Militärisches Vorgehen

Hinsichtlich des strategischen Vorgehens der FSA gibt es nur Vermutungen. Beobachter halten es für möglich, dass versucht wird, zunächst die Küstenregion vom Landesinneren abzutrennen. Die Linie, an der dies erfolgen solle verläuft entlang der Städte Qusair, Homs, Hama und Idlib. Dieses "Großlibanon" solle dann, vergleichbar der Rolle Bengasis 2011 in Libyen, als Aufmarschgebiet für weitere Kämpfe dienen.[28]

Die FSA operiert in vielen Teilen Syrien, in städtischen Gebieten ebenso wie im Landesinneren. FSA-Einheiten sind im Nordwesten (Idlib, Aleppo), der Zentralregion (Homs, Hama und Rastan), der Küste um Latakia, dem Süden (Deraa und Houran), dem Osten (Dayr al-Zawr, Abu Kamal), und dem Damaskus-Gebiet aktiv. Die größte Konzentration ihrer Kräfte erscheint in der Zentralregion, vor allem in Homs, Hama und dem umliegenden Gebieten. Hier sind mehr als neun Bataillone aktiv.[29]

Internationale Unterstützung

Der libysche Nationale Übergangsrat kündigte im November 2011 an, dass er in Gesprächen mit dem Syrischen Nationalrat stehe, und es in Erwägung ziehe, Waffen und freiwillige Kämpfer der Nationalen Befreiungsarmee zur Freien Syrischen Armee zu schicken und eine internationale Intervention nur Wochen bevor stehe. Nach Angaben von Vertretern des Nationalen Übergangsrates bieten die Libyer Geld, Waffen und Ausbildungskräfte für jene an, die loyal zum Syrischen Nationalrat stehen.[30]

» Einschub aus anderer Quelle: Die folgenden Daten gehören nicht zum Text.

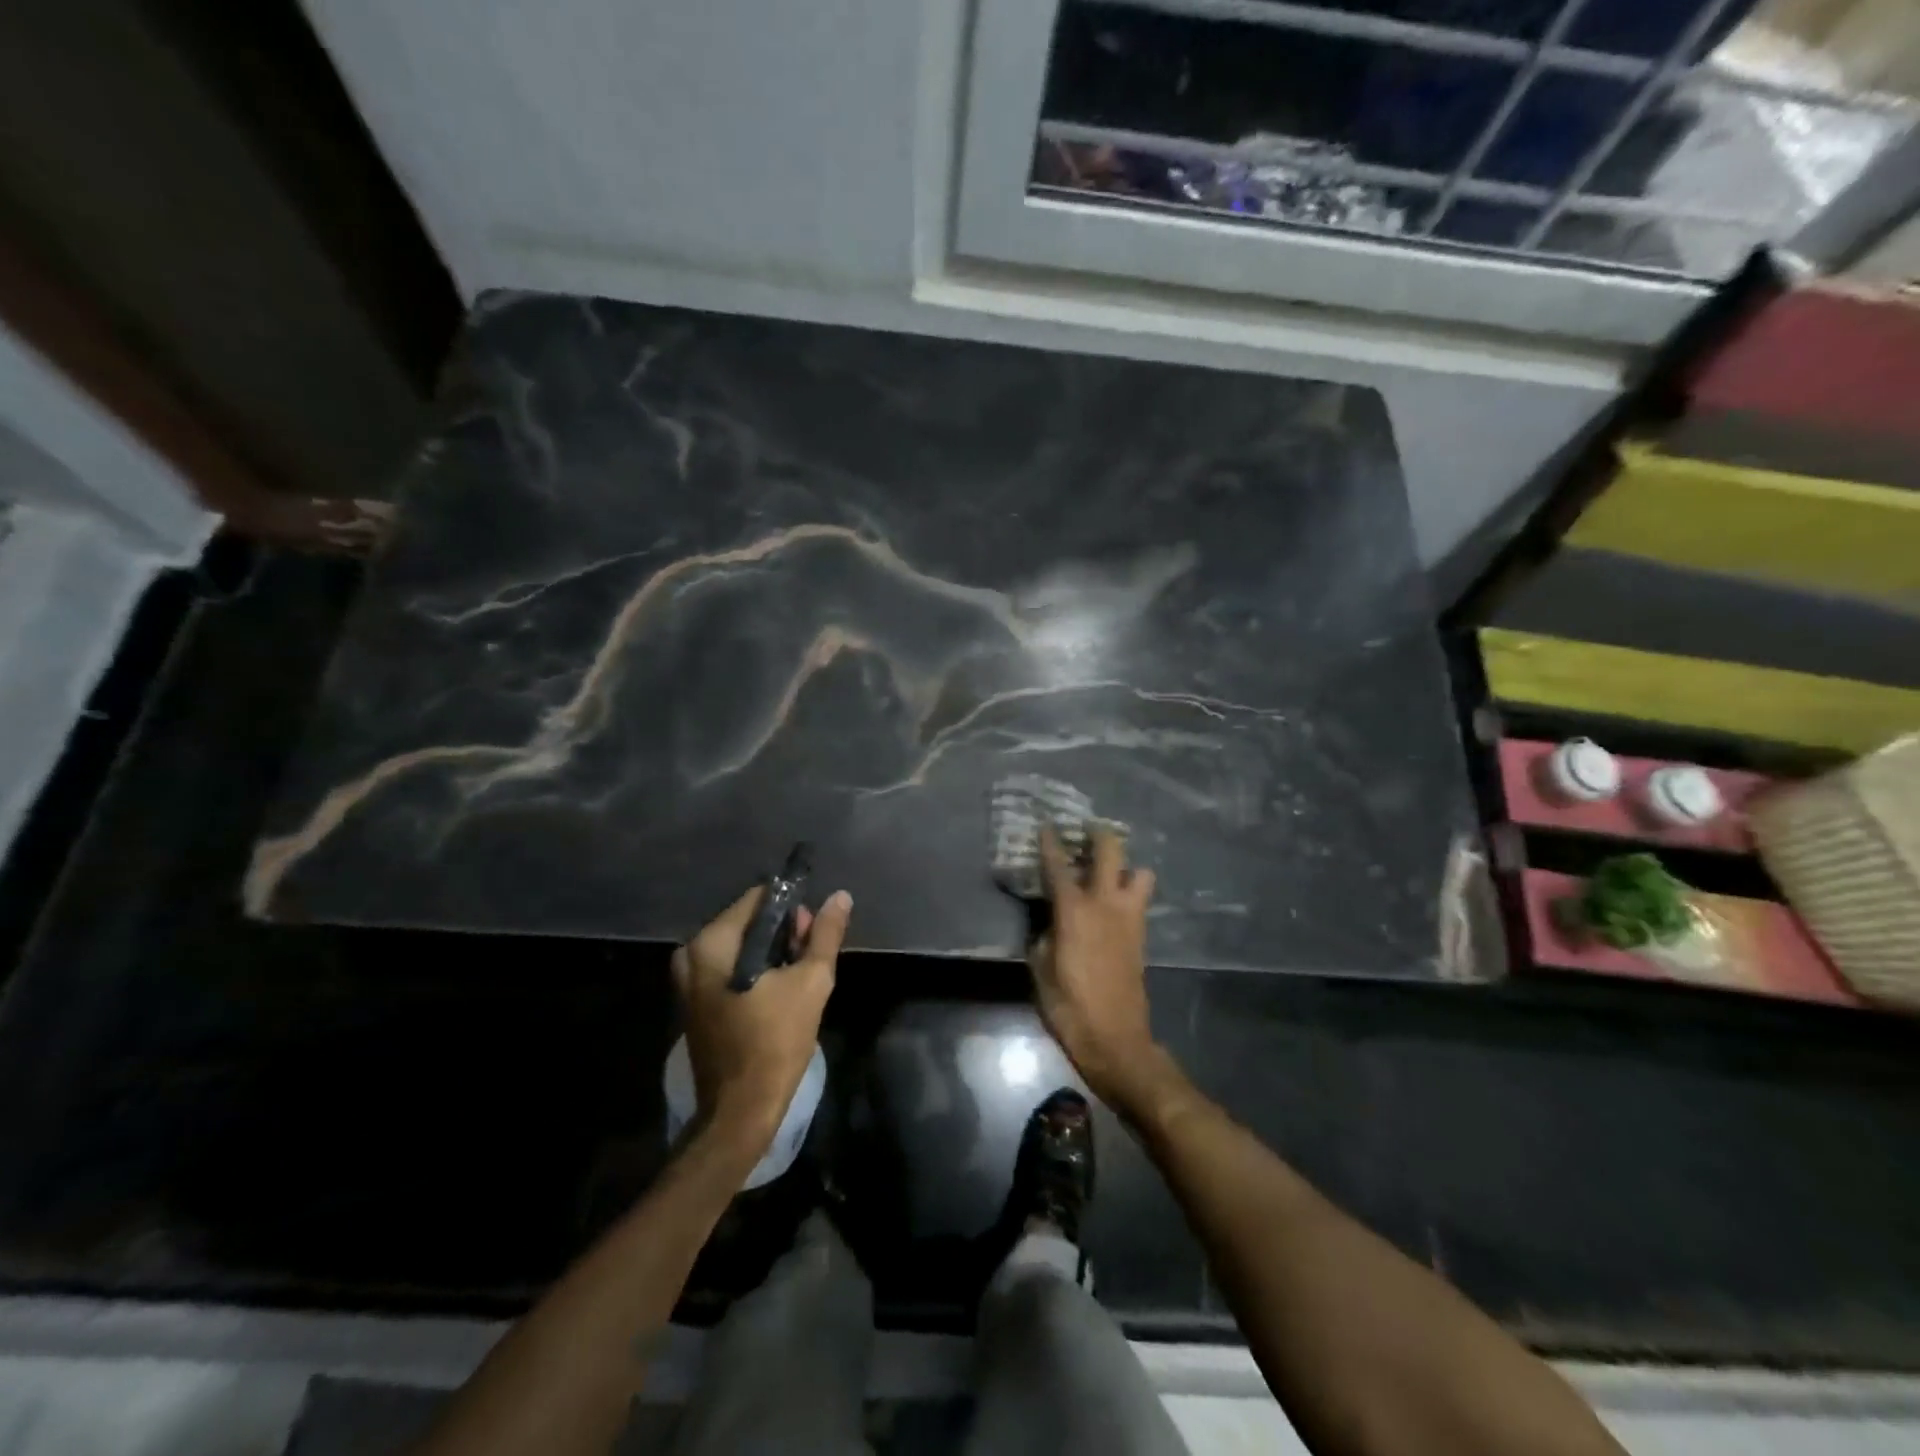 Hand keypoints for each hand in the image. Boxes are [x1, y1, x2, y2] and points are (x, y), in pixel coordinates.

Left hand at [672, 886, 850, 1150]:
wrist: (741, 1111)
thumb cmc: (776, 1042)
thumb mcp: (811, 981)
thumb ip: (825, 934)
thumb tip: (840, 897)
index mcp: (712, 942)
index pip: (759, 898)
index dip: (793, 910)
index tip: (813, 934)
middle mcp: (691, 954)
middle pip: (749, 922)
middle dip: (783, 934)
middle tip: (809, 960)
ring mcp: (688, 981)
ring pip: (742, 946)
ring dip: (773, 955)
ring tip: (798, 980)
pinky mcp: (695, 1002)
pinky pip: (730, 968)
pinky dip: (756, 972)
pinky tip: (779, 994)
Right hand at [1029, 825, 1160, 1105]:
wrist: (1115, 1039)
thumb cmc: (1069, 1006)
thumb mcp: (1040, 970)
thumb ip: (1042, 936)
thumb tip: (1047, 922)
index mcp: (1074, 911)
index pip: (1059, 866)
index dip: (1051, 843)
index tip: (1047, 825)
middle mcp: (1105, 904)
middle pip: (1111, 851)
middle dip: (1099, 835)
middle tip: (1086, 831)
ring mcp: (1129, 917)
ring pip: (1140, 872)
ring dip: (1125, 865)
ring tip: (1108, 870)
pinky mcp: (1141, 935)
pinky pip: (1141, 898)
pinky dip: (1130, 890)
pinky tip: (1115, 900) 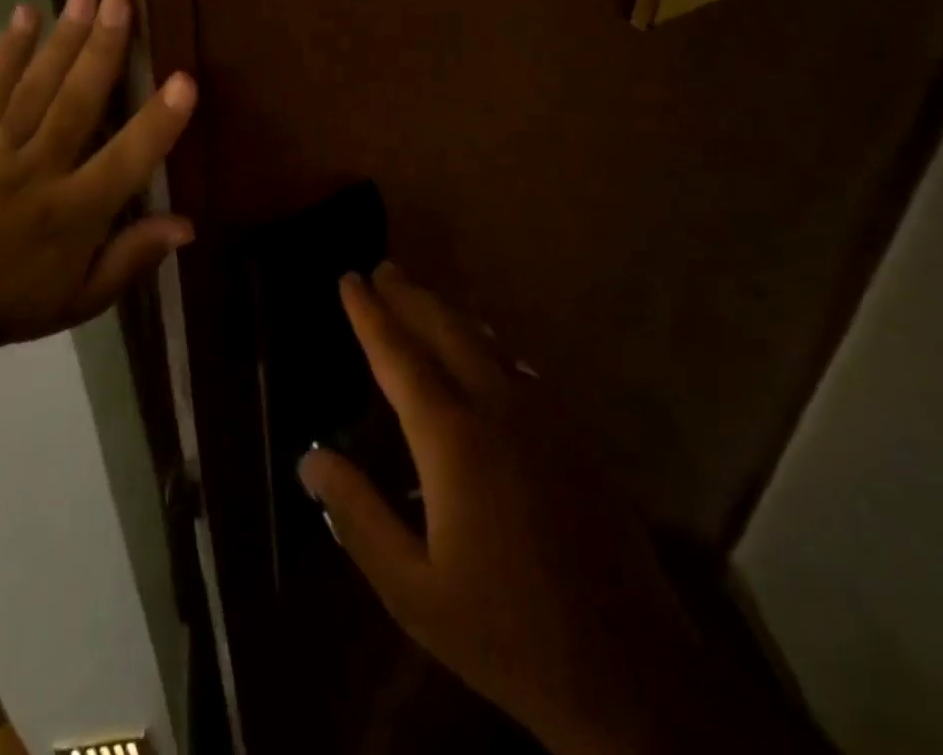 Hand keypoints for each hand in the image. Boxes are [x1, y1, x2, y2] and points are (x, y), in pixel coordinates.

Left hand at [0, 0, 196, 349]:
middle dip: (101, 50)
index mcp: (75, 214)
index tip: (185, 80)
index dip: (157, 123)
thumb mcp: (84, 298)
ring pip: (36, 89)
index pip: (125, 161)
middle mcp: (40, 172)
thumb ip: (133, 258)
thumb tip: (187, 224)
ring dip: (62, 40)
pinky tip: (24, 15)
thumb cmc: (17, 302)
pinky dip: (7, 53)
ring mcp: (0, 151)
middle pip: (76, 105)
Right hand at [300, 265, 707, 753]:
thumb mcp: (412, 589)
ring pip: (486, 342)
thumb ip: (357, 515)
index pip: (398, 356)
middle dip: (410, 296)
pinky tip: (483, 351)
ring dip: (448, 314)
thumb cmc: (507, 633)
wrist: (632, 676)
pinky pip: (519, 368)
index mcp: (453, 438)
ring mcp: (544, 419)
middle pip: (446, 331)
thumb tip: (310, 457)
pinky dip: (487, 344)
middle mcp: (498, 408)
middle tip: (383, 268)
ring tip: (421, 296)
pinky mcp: (574, 438)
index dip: (369, 314)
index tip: (349, 278) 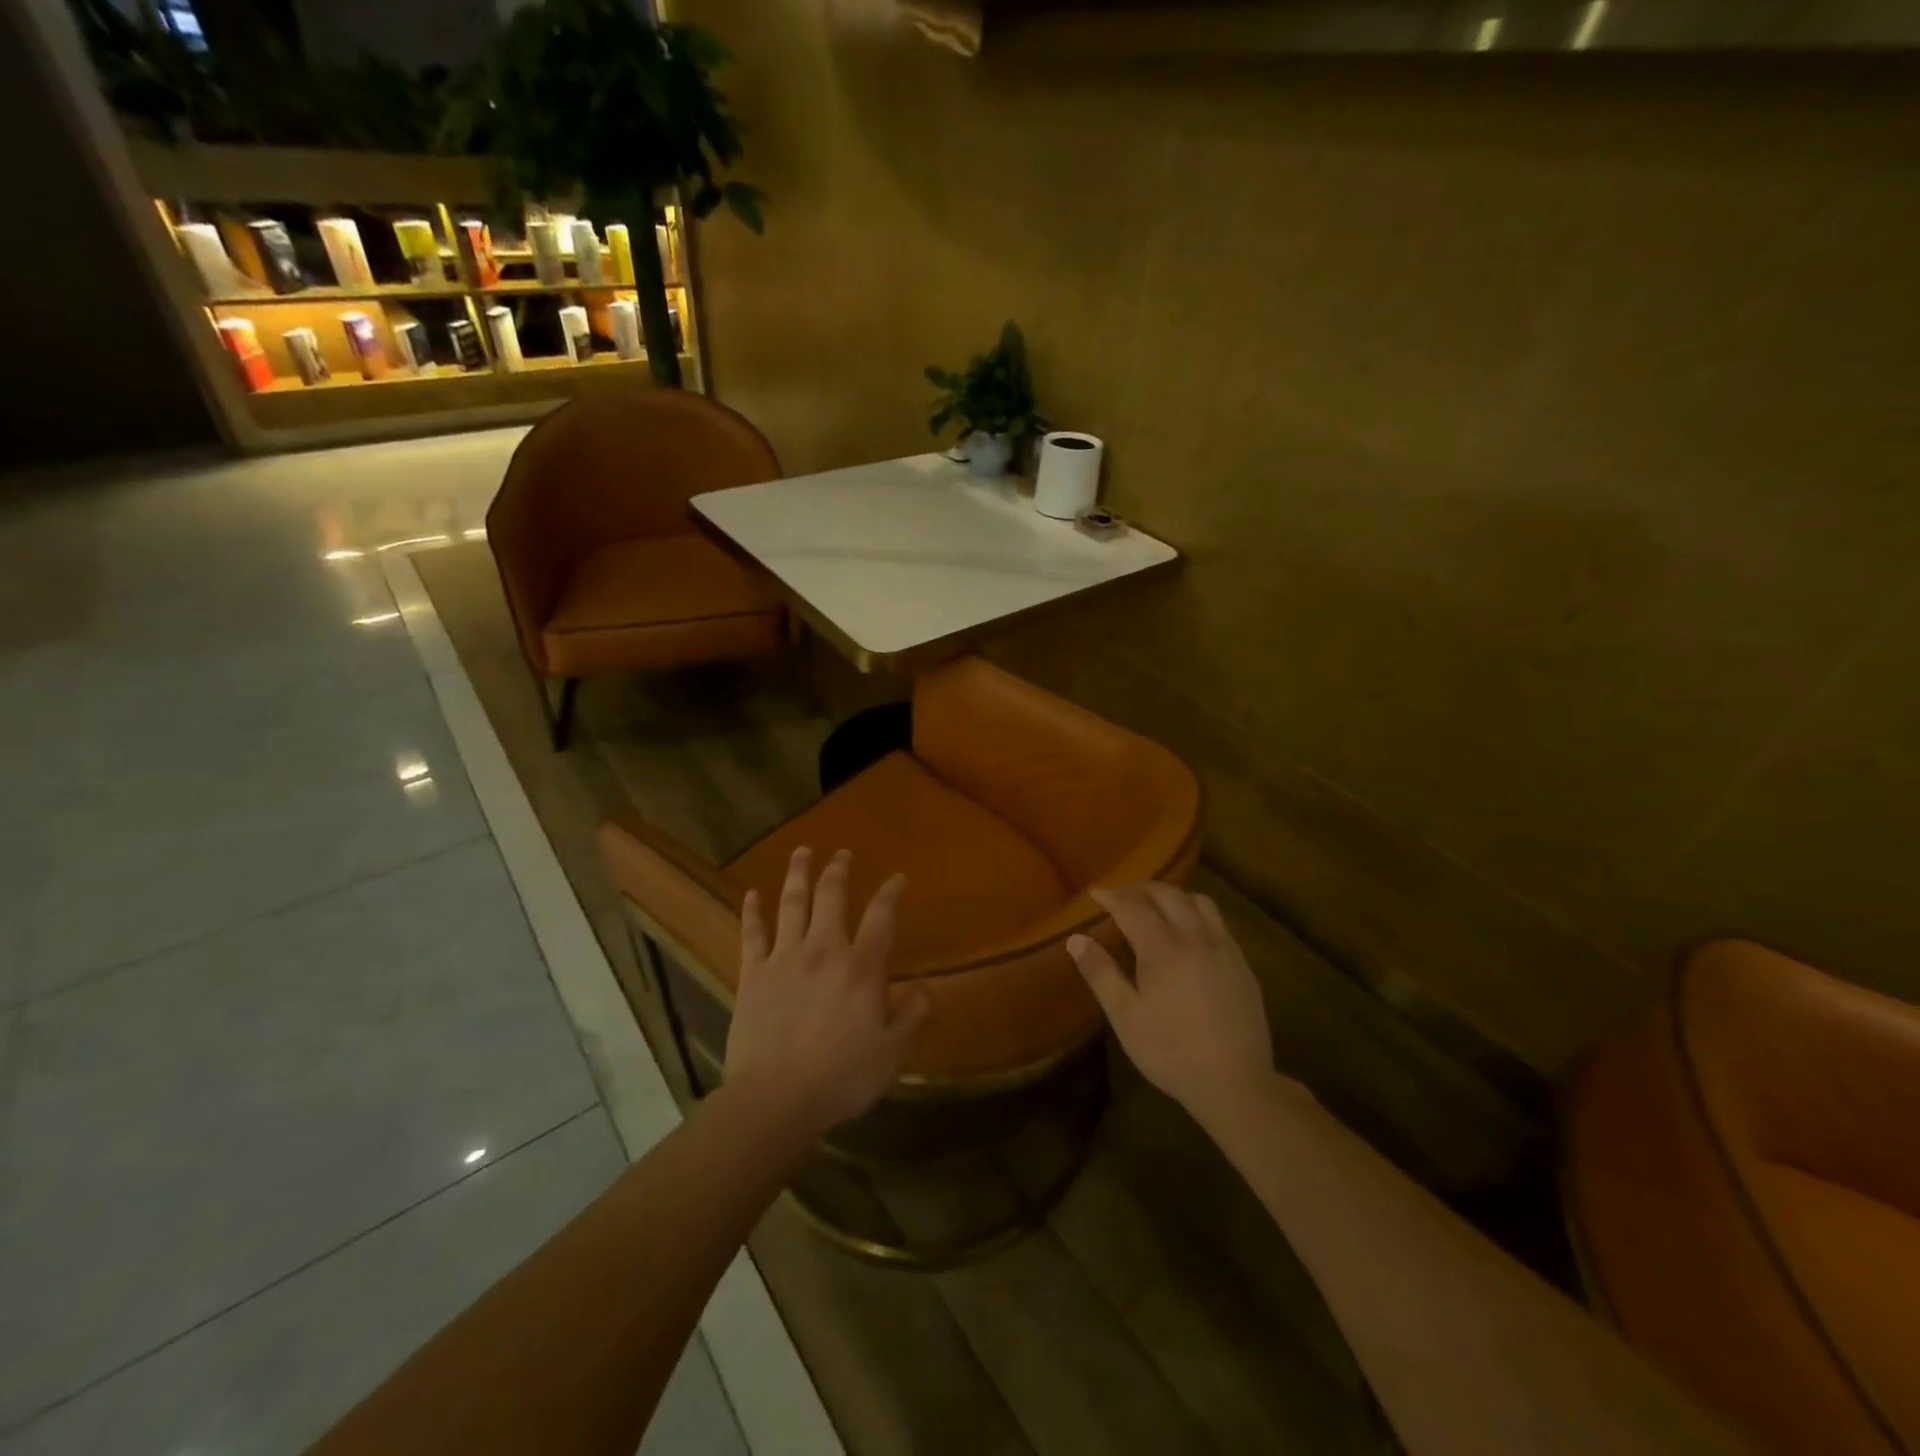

Nach Angaben libyscher Quellen wurden am 29. November mindestens 600 Kämpfer der Libyschen Nationalen Befreiungsarmee von Libyen nach Syrien gesandt, um die Freie Syrische Armee zu unterstützen. Sie drangen von der Türkei aus nach Syrien ein.[31] Auch Saudi-Arabien soll gemäß Diplomatenkreisen Waffen an die FSA liefern. Diese sollen über Jordanien nach Syrien gelangen[32] Ebenso sollen Katar und die Vereinigten Arabischen Emirate die FSA mit Geld, Logistik und Waffen unterstützen und die Hilfe aus Libyen koordinieren[33]. Der Golfstaat Kuwait hat der FSA ebenfalls Hilfeleistung zugesagt[34]. Ebenfalls soll die Freie Syrische Armee Waffen aus dem Libanon kaufen, welche zuvor von dem syrischen Regime geschenkt worden waren.[35]

Islamisierung

Der Führer von al-Qaida, Aiman az-Zawahiri hat seine Unterstützung für die syrischen Rebellen ausgedrückt, hat die Syrer aufgerufen, sich gegen die Regierung zu stemmen und bat Menschen in den benachbarten Ländern, den Syrern zu helfen.[36] In den vom Regime nicht mehr kontrollierten Gebieten Nordsyriens zwischen den Städten Idlib und Aleppo und der türkischen Grenze hat Al-Qaida im Verlauf des Konflikts seine Präsenz ausgebaut. Bisher trifft das Netzwerk jedoch unter der Zivilbevölkerung und in den säkular ausgerichteten Teilen der FSA auf wenig Unterstützung. Nichtsdestotz weht die Flagge der Organisation wohl über einigen Ortschaften in den ländlichen Gebieten Nordsyriens. Inwiefern hier aber von einer direkten Kontrolle durch die Organisation zu sprechen ist, ist zweifelhaft. [37]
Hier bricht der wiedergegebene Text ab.